Development of the new 20 litre engine was led by Henry Royce from his home in Kent. Based initially on the 7.4 litre 40/50 Rolls-Royce Silver Ghost engine, and drawing also on the design of a 7.2 litre Daimler DF80 aero engine used in a 1913 Grand Prix Mercedes that had been acquired,[2] the power was increased by doubling the number of cylinders to twelve and increasing their stroke to 6.5 inches (170 mm), although their bore remained at 4.5 inches (110 mm) of the 40/50. The engine was also run faster, and an epicyclic reduction gear was designed to keep the propeller speed below 1,100 rpm.
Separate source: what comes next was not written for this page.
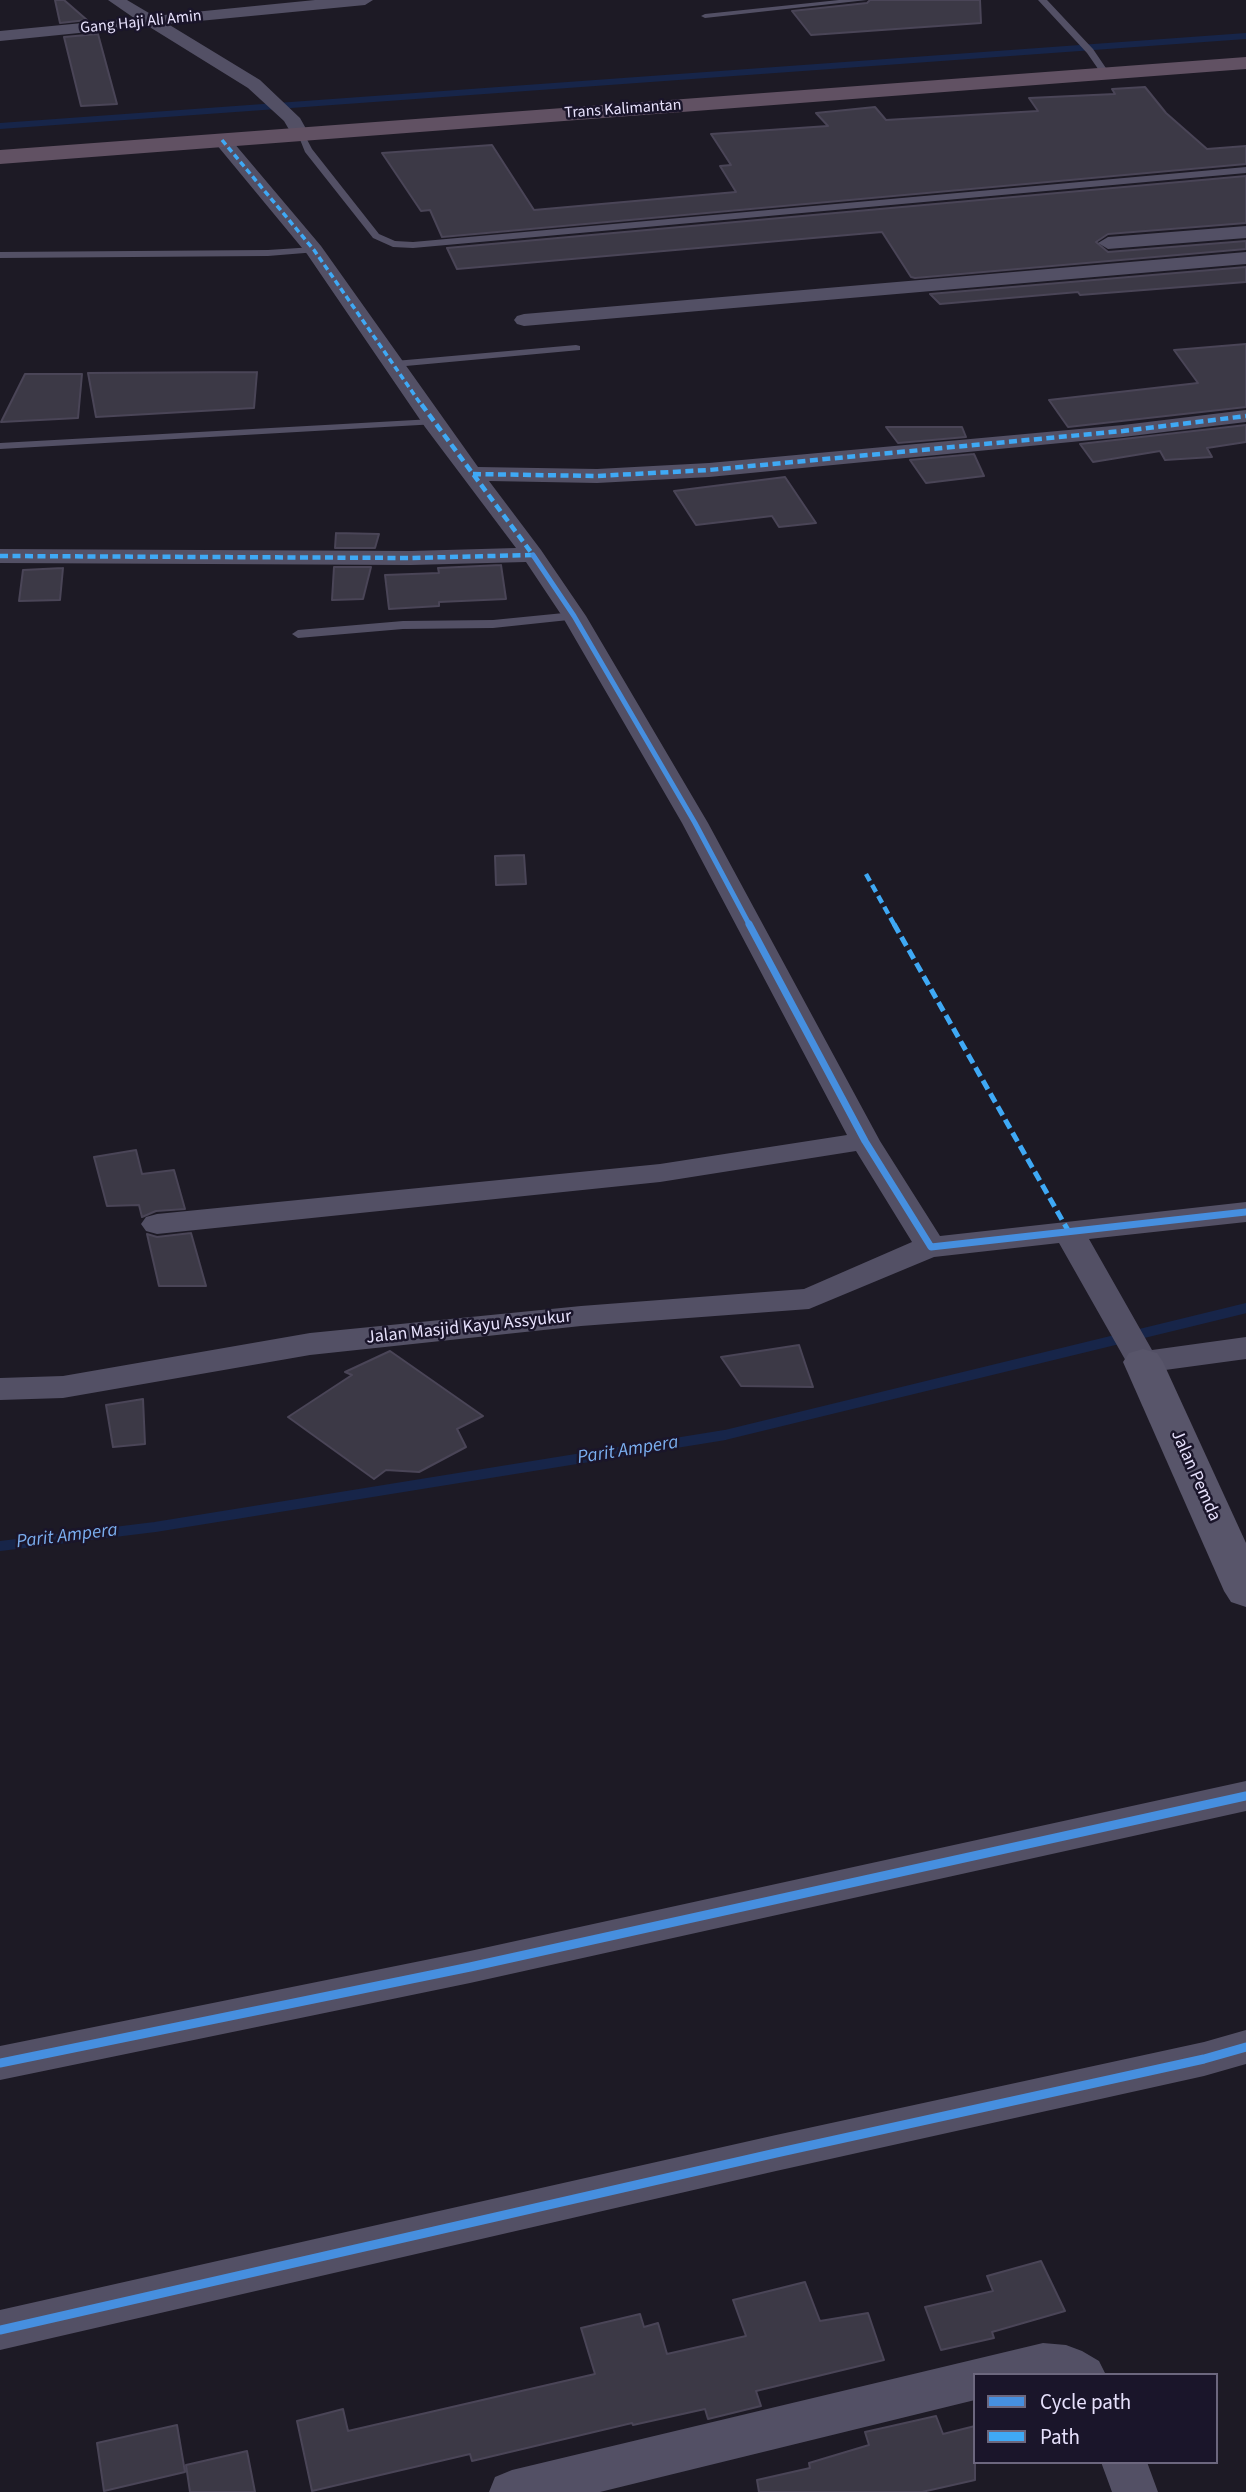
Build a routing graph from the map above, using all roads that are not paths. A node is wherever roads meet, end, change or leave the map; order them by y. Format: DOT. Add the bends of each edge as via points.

To reduce inertia and improve performance the valvetrain design was changed from sidevalves to a SOHC design,[3] closely following the original "side-slot" rocker arm design philosophy used on the contemporary German Mercedes D.I, Mercedes D.II and Mercedes D.III straight-six aviation powerplants.

The engineering department of the Royal Naval Air Service (RNAS) played a key role in the success of the engine by directing the car designer W.O. Bentley, who had enlisted in the Royal Navy, to place his expertise in the design of aluminium pistons at the service of Rolls-Royce.[4] This gave significant weight saving to the Eagle and contributed to its excellent performance.[5]

On 3 January 1915 the Admiralty ordered twenty-five of the new engines. The Eagle first ran on a test bed at Rolls-Royce's Derby works in February 1915, producing 225 hp (168 kW) at 1,600 rpm. This was quickly increased to 1,800, then in August 1915 to 2,000 rpm where it produced 300 hp (220 kW). After further testing, it was decided to approve the engine for production at 1,800 rpm and 225 hp (168 kW); 1,900 rpm was allowed for short periods. The engine first flew on a Handley Page O/100 bomber in December 1915, the first flight of a Rolls-Royce aero engine.

The Eagle was developed further during 1916 and 1917, with power being progressively increased from 225 hp (168 kW) to 266 hp (198 kW), followed by 284 hp (212 kW), and then 322 hp (240 kW), and finally 360 hp (270 kW) by February 1918 by which time eight Eagle variants had been produced.[6][7] Throughout World War I Rolls-Royce struggled to build Eagles in the quantities required by the War Office, but the company resisted pressure to license other manufacturers to produce it. The fears of Rolls-Royce that the engine's much admired quality would be compromised by other manufacturers is often given as an explanation for this resistance,[8] but the commercial terms sought by Rolls-Royce for licence production were so restrictive that other manufacturers - apart from Brazil Straker - refused to accept them.[9] When the Ministry of Munitions took over coordination of aircraft production in 1917, Sir William Weir declined to intervene in the company's commercial strategy, even though success of the engine owed much to the technology transfer directed by the RNAS. He preferred to support untested engines using cast aluminium components like the Siddeley Puma and the Sunbeam Arab, believing them to be better suited to mass production, in comparison to the intricate machining required to build the Eagle and its smaller cousin the Falcon.[10]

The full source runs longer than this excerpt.